**Supplied material**
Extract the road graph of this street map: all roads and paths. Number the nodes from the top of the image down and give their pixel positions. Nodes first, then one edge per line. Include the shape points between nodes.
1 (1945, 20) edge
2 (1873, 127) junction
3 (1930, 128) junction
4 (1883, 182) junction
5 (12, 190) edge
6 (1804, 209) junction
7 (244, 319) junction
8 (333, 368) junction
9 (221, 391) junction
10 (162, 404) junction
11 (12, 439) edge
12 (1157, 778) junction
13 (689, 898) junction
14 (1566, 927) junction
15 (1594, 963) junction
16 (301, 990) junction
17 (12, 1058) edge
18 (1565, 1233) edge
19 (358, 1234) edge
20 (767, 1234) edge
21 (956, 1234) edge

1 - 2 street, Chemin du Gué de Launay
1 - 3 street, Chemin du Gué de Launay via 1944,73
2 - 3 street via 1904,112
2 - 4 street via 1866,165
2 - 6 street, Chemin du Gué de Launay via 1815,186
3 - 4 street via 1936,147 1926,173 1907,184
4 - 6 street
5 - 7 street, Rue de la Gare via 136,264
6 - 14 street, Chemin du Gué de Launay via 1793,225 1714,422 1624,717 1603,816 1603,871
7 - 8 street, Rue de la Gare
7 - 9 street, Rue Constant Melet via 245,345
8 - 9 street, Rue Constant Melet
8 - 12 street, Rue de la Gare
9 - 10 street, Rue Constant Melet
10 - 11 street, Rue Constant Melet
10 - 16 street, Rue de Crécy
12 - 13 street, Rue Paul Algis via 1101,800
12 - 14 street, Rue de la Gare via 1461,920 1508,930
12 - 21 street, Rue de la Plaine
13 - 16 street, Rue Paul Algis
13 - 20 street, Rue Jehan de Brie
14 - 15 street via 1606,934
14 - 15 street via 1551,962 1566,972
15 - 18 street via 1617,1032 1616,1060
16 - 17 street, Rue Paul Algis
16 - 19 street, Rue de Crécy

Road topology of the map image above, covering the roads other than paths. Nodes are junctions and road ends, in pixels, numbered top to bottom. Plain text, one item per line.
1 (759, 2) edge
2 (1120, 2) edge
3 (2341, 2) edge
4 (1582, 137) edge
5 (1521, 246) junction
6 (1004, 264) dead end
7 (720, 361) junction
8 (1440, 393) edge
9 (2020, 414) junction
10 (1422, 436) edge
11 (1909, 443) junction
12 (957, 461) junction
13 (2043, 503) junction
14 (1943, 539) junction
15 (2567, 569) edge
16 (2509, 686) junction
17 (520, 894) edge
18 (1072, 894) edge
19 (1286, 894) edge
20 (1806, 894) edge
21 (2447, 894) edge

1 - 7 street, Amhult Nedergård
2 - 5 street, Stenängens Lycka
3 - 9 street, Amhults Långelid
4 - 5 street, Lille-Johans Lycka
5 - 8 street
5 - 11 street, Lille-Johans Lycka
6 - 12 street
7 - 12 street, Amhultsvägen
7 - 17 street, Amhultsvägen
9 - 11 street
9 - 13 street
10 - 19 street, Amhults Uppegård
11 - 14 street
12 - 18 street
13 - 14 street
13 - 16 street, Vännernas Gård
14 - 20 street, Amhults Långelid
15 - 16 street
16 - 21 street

**What you need to do**
Check each line of the listing above. Copy the ones with the word "Långelid".

**Result of this exercise**
3 - 9 street, Amhults Långelid
14 - 20 street, Amhults Långelid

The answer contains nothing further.